Extreme nostalgia accompanies the brief bulerías segment of Karime who recreates an almost exact copy of the famous scene from the legendary film “Los Tarantos” (which this year is fifty years old), the same guitar falsetas, the same pounding out compás on the table, the same verses and cantes…who could possibly avoid being moved upon seeing this young woman reproduce the forms of her illustrious predecessor with such affection.  There were also some lumps in throats when she played “Lola Flores” to Antonio Villar’s “Caracol” when he sang “La Niña de Fuego”.

Farruquito did what he does best, what we expect of him, the division of time into minute segments which he then doles out at will, an imaginative style based on intensity and precision.  He allows himself to create freely in unaccompanied 12-beat compás atop a table, and alegrías is also a pretext for more of the same, without repeating himself.  Karime constructs a tight rapport in bulería por soleá with singer Encarnita Anillo (who has matured artistically into a fine singer), leaving the audience exhausted from cheering and applauding when Farruquito’s final slam-dunk soleá is yet to come.

After the soleá, with the air thick and dense with excitement, Farruquito took the microphone to express his gratitude, naming his grandfather Farruco and Carmen Amaya before a brief fiesta ending with spectacular knee-drop included.

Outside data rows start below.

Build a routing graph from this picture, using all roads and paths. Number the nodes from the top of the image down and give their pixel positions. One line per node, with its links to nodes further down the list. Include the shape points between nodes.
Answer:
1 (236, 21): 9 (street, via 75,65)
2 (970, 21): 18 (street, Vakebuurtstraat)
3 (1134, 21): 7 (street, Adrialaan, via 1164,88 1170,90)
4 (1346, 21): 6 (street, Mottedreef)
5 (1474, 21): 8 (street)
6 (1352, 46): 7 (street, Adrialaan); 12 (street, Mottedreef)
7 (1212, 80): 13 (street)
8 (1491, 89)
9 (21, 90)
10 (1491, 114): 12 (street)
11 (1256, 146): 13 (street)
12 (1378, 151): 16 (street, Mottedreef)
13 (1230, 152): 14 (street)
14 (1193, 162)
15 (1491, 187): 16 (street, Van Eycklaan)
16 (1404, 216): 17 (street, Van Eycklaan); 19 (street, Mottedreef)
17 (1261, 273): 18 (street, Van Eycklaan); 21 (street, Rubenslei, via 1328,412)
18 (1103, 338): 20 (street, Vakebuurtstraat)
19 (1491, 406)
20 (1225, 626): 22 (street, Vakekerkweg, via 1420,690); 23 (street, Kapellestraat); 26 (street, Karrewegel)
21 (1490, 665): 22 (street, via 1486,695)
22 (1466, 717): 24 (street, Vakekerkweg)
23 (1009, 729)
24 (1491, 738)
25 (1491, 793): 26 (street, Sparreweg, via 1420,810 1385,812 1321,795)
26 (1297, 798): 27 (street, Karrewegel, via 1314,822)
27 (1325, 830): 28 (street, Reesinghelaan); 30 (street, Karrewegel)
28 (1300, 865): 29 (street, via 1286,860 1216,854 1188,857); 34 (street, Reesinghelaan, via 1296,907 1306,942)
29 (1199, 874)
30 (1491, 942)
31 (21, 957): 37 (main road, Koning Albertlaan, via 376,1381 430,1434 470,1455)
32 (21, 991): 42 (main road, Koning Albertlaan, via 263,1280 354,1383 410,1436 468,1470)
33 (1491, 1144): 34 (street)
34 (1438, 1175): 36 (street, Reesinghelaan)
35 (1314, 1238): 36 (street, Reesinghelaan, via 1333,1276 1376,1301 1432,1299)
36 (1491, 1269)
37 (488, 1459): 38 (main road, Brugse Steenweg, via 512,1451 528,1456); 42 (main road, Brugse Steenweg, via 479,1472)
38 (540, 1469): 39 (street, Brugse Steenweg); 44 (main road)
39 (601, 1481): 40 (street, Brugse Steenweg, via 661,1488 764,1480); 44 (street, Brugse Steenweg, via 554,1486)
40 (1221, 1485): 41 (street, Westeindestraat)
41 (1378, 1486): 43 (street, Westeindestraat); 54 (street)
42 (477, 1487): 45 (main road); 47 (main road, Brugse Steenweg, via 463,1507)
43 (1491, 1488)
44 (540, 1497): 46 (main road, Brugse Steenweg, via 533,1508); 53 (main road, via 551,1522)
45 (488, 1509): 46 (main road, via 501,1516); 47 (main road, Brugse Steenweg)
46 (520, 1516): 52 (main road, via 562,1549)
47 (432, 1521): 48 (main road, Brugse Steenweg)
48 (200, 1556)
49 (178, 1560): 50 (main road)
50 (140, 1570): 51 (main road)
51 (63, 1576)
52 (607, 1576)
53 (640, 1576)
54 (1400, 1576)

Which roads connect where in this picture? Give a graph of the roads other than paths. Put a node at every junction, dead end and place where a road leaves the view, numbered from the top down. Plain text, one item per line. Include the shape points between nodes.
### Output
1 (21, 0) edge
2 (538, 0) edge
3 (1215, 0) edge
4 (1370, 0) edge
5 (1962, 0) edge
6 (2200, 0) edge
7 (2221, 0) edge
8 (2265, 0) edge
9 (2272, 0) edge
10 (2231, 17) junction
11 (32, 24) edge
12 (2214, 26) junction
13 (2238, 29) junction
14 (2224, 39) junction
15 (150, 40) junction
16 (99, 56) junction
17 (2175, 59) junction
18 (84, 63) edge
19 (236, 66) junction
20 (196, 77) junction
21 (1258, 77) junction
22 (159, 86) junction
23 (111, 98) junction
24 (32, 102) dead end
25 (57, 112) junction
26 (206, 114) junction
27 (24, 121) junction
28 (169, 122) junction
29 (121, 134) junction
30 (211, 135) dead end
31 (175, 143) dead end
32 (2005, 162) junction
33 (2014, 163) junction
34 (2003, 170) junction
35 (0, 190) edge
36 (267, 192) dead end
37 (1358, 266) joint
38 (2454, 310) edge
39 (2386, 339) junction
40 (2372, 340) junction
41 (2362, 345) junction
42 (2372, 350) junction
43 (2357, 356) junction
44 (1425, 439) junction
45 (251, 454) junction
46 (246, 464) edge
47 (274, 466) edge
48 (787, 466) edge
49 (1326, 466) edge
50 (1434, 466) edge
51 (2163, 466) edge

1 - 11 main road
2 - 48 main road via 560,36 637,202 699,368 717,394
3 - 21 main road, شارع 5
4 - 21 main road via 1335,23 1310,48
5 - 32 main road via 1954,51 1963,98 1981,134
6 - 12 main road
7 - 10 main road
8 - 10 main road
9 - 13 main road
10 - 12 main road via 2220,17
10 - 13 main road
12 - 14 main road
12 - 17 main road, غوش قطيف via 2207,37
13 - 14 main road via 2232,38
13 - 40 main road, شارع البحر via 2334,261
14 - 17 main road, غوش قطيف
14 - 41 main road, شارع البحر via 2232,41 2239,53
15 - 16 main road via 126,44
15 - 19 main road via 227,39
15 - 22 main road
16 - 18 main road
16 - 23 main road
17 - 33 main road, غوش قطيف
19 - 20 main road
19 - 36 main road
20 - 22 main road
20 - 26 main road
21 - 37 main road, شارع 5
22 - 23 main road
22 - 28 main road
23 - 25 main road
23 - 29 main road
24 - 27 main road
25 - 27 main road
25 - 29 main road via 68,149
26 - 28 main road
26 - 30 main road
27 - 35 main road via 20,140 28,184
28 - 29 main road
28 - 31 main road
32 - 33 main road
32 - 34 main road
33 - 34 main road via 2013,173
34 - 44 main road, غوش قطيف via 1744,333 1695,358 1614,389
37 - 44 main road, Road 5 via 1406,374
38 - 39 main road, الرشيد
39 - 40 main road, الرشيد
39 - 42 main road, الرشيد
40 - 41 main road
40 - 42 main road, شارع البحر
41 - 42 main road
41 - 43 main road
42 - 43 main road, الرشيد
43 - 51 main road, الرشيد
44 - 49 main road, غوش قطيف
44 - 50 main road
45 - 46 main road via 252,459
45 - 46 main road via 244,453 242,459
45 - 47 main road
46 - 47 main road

Effective staging (except for placing guitarist Román Vicenti behind a large table), good work by Villar and Zambullo, important collaboration in the choreography by Antonio Canales and beautiful lighting by Óscar de los Reyes, also a fine dancer.

 


 

 

LA TRUCO “SENTENCIA”
Ciclo: Muy flamencos
Sala Compañía, 7:00pm

Dance: La Truco, Ricardo Moró, Stefano Domit, Cristián Truco. Cante: José Jiménez “El Bocadillo”, David Vázquez “El Choquero”. Guitar: Antonio Españadero, Fernando de la Rúa. Wind: Diego Villegas. Percussion: Manuel Masaedo.

Two hours earlier Madrid dancer La Truco, made no bones about her flamenco intentions on the stage of the Sala Compañía.  She got right down to business opening with expansive dynamic alegrías with the pungent feel of Cádiz, with palmas, singing, typical dress and flower in hair, and the audience reacted immediately with effusive “oles!” and excited shouting, as if they’d received a jolt of electricity directly to their seats.

The show that followed was in the line of traditional flamenco with some contemporary touches especially in the transitions and the occasional sound of a harmonica that evoked the Paco de Lucía sound.

Noteworthy were the “non-Cádiz” tangos, that is to say, styles of Extremadura, Granada and Málaga reminiscent of a few decades back when many Portuguese immigrants were in Madrid mixing with flamencos.  The tangos morph into tientos reversing the usual progression of tientos into tangos.  Following this, three dancers, unapologetic followers of the Farruco school, prepared us for what would come later at the Villamarta (please see above), with a kind of prelude to La Truco’s soleá.

Not everyone is a creator, there also have to be people who interpret what has already been created.  Eli Truco is a real trooper, a serious professional who defends the forms, and a fine artist who, although she may not be destined for flamenco stardom, deserves, at the very least, the respect of hard-core flamenco fans.